You may also use this method to pay for other services. Some service providers may even give you a discount if you do so.

Foreign Investments

If you are an Australian resident who owns assets in another country, you must report any capital gains or losses on such assets in your tax return. You may also have to report income from foreign investments on your tax return.

Even if your money is housed in a foreign bank account for you, you can get it. You may be eligible for an Australian foreign income tax offset if you obtain overseas income or gains that are taxable in Australia and paid foreign tax on them.

Apply For PAYG Withholding Variation

You should request a PAYG withholding change if you’re negatively gearing a property and have experienced cash flow concerns in the prior year. This approach, which is frequently employed by those who claim higher-than-normal deductions, allows you to collect your tax benefits every time you get paid your wage, rather than in a single amount at the end of the fiscal year.

Claim Borrowing Expenses

Keep Your The following costs are eligible for deductions in 2022:

  • Fees for establishing a loan.
  • Mortgage insurance is provided by the lender.
  • Your lender will charge you a fee for a title search.
  • Fees for drafting and filing mortgage paperwork (costs/legal fees).
  • Fees are charged by mortgage brokers.
  • Fees are associated with a valuation that is necessary for loan approval.
  • The mortgage is subject to stamp duty.

Receipts

The Australian Taxation Office (ATO) contacts an increasing number of rental property owners each year to check their claims. This is why, while claiming deductions, you must be more attentive than ever before, and this extra vigilance must begin with the safekeeping of all key receipts.

Keep Up To Date with Changes

Just because your accountant allowed you to make a claim last year doesn’t indicate you’ll be able to do so this year. The ATO makes significant changes to its rules on allowable tax deductions on a frequent basis, so you should check the collection agency’s website for updates on a regular basis.

For example, investors might claim travel expenses paid when visiting their investment property on official business for a lengthy period. However, when the legislation changed on July 1, 2017, investors lost this protection.
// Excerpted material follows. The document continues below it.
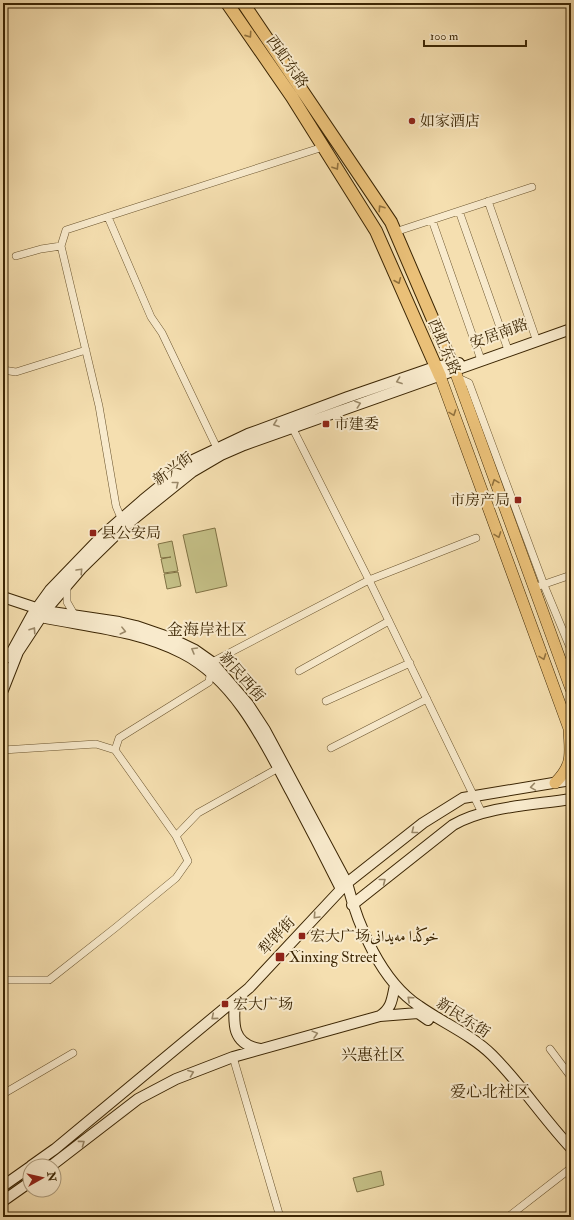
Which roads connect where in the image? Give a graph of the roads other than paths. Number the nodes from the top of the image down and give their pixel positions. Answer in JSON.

Minimise Capital Gains Tax (CGT)

Consider swapping contracts after July 1 to delay the tax for another year if you’re seeking to sell your home and lock in a significant capital gain. This gives you more time to save the money you’ll need to pay it. Remember that if you keep your investment property for more than a year, your CGT is reduced by half. Before submitting your tax return, it’s usually a good idea to obtain assistance from an accountant.

Find a Great Accountant

The last piece of advice is to surround oneself with successful people. It’s a phrase we hear over and over, and it’s because it pays off. Great accountants are like surveyors in that they understand where the lines are drawn. Furthermore, their costs are tax-deductible.

Conclusion

If you want to save taxes on your property you will need to do plenty of research before coming to a conclusion as buying a property is an extensive job and if not done properly, it is a huge loss for the buyer. So keep your research up to date before jumping into the market of purchasing a property.